19T(安田プロ)【大地の塔】をエネに。9の【スターフルーツ】を6へ移動させる。放棄。6の【スターフルーツ】でスマッシュ。
20T(高橋プロ):エネセットなし。【テリア】をフリーズさせて4の【ケルベロス】を7に置く。放棄。7の【ケルベロス】でスマッシュ。
21T(安田プロ):エネセットなし。放棄。高橋プロ、【ナイト・ベア】を1にプレイ。【ナイトベア】の誘発効果の対象は6の【スターフルーツ】。解決。6の【スターフルーツ】が墓地へ。安田プロ、P作成→【チェイス】。PZの【チェイス】プレイ。解決。【バドソ】がPZとして表向きになる。PZの【バドソ】プレイ。【粉雪の魔氷パウダースノー】がPZとして表向きになる。PZの【パウダースノー】を7にプレイ。7の【ケルベロス】とバトル。解決。7の【パウダースノー】が墓地へ。【ケルベロス】の誘発効果により2−5−8のラインの【大地の塔】が墓地へ。【勇者】を7にプレイ。7の【ケルベロス】とバトル。解決。7の【勇者】【ケルベロス】が墓地へ。放棄。
22T(高橋プロ):エネセットなし。1の【ナイトベア】を4へ移動させる。放棄。安田プロ、【ホリプパーティー】プレイ。解決。放棄。【コスモクエイク】を4にプレイ。4の【ナイトベア】とバトル。解決。4の【ナイトベア】【コスモクエイク】が墓地へ。放棄。安田プロ、【センチ】をデッキに戻してシャッフルする。

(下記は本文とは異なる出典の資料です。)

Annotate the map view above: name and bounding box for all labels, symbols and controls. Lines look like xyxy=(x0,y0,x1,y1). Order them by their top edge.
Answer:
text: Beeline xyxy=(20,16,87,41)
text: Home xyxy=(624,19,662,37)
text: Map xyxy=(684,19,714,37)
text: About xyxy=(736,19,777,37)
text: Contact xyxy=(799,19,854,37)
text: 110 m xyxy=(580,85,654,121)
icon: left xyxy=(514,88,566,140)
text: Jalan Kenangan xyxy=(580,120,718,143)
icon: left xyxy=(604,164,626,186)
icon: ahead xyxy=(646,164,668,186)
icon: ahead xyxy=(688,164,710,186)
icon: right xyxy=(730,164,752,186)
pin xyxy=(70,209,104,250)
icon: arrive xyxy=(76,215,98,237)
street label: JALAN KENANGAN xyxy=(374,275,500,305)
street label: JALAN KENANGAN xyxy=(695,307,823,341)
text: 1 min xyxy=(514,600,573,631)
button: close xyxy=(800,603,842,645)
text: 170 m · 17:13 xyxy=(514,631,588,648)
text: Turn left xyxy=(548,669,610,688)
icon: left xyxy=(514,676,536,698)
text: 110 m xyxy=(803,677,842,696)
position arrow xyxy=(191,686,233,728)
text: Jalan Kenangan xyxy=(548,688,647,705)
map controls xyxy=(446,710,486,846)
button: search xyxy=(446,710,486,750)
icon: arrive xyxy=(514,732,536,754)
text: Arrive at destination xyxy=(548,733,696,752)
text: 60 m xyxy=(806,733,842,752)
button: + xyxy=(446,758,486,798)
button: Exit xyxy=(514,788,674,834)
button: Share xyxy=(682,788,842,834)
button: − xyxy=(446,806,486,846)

高橋プロは、自ターンに入り、【ケルベロス】【テリア】を使って移動させるのみでターンを終える。これで、いつでもスマッシュできる状態になった。
安田プロは、【スターフルーツ】を前進させてスマッシュ。恐らく他にできることがなかったのだろうが、これにより、高橋プロ、【ケルベロス】を奥まで進めてスマッシュ。【スターフルーツ】【ナイトベア】で除去。反撃モードに入る。安田プロ、なんとかユニットをぶつけて【ケルベロス】を倒すも、【大地の塔】を割られては苦しい。と言うより、残りデッキ枚数が心もとない。そろそろ【マジョリティ】が心配である。

23T(安田プロ):エネセットなし。P作成→【センチ】。PZの【センチ】を8にプレイ。【センチ】の誘発効果の対象は3の【テリア】。解決。3の【テリア】が高橋プロの手札へ。放棄。高橋プロ、【失恋】プレイ。【バブルドラゴン】【ジャッカル】【スターフルーツ】【エメラルドティアー】×2、【フォッグ】より【バブルドラゴン】を墓地へ。放棄。
24T(高橋プロ)【ギガンティック・スカルドラゴン】をエネに。放棄。
25T(安田プロ)【エメラルドティアー】をエネに。放棄。
26T(高橋プロ):エネセットなし。P作成→【サイレント・マジョリティ】。安田プロ、投了により高橋プロ勝利。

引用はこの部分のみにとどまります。